┌─ RECORDS PROVIDED

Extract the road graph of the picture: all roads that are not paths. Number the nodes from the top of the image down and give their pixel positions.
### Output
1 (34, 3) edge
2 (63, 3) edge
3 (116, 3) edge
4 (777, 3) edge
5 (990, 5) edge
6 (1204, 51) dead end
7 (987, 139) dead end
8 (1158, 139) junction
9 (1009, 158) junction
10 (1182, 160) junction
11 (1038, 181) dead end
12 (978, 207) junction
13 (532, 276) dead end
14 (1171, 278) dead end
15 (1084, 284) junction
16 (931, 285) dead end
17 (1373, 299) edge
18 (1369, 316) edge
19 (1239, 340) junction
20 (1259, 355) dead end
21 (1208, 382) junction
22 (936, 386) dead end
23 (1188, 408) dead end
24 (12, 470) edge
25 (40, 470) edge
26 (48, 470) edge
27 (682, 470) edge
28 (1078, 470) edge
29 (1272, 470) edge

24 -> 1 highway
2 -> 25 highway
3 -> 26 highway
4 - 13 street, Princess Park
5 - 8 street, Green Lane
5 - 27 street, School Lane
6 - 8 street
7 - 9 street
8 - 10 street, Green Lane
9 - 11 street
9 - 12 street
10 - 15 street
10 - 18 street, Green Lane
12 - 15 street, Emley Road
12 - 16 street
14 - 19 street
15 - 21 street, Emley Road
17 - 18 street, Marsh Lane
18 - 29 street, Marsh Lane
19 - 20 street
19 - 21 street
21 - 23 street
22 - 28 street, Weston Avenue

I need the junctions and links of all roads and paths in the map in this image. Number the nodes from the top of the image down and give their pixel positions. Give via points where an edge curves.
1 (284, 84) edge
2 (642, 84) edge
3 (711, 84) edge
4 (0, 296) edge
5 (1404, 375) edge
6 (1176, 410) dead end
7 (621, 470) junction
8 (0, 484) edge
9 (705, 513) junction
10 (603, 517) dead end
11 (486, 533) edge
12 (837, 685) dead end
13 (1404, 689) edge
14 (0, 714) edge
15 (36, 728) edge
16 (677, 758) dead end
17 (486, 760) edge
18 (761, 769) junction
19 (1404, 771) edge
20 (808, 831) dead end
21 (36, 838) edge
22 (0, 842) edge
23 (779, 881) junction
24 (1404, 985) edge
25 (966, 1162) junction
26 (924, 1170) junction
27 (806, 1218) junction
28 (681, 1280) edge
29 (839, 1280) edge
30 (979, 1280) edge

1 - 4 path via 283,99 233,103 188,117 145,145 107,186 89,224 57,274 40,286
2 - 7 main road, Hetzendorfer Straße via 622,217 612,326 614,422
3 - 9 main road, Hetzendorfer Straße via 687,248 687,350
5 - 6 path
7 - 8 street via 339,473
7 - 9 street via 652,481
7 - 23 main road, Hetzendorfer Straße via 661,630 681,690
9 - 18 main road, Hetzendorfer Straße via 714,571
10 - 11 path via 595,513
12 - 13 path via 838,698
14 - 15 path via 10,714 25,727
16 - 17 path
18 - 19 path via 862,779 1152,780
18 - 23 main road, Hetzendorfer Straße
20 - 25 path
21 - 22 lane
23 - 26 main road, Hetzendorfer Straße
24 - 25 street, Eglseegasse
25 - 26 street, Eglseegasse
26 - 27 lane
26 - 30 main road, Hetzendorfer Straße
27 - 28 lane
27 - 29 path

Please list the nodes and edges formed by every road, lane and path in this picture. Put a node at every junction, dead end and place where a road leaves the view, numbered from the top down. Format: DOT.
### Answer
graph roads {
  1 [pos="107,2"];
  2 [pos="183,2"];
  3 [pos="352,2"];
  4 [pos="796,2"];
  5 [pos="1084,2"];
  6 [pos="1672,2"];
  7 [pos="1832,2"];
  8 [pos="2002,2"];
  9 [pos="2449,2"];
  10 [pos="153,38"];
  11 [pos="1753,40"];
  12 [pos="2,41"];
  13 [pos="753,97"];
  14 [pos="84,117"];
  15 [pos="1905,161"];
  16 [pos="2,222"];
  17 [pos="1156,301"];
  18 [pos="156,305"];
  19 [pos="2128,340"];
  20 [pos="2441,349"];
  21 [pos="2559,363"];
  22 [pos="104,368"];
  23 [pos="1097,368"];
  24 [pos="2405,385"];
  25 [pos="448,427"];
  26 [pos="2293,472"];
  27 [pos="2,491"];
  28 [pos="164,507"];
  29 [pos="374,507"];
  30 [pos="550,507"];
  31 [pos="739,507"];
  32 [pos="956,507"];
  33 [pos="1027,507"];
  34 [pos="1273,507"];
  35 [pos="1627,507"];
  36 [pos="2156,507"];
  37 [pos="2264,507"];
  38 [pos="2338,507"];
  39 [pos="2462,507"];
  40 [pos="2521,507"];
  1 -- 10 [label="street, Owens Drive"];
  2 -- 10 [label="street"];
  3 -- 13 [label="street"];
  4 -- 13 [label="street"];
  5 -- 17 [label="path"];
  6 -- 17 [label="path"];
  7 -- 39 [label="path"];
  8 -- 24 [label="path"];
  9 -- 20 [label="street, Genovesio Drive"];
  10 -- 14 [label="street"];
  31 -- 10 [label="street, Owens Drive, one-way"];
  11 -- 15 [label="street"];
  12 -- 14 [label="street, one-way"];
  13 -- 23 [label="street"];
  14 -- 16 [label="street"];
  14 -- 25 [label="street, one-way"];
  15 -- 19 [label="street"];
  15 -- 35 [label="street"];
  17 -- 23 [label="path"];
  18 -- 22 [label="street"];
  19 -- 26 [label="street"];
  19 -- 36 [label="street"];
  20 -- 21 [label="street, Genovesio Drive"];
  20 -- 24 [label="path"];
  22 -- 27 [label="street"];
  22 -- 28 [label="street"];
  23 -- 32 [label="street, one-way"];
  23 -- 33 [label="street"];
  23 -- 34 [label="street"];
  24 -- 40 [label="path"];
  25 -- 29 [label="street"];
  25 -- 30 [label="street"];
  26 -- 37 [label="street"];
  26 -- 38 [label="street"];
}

└─

# YOUR ASSIGNMENT:
Of all the entries above, how many lines contain "Emley"? Give the number alone.

# SOLUTION BELOW:
2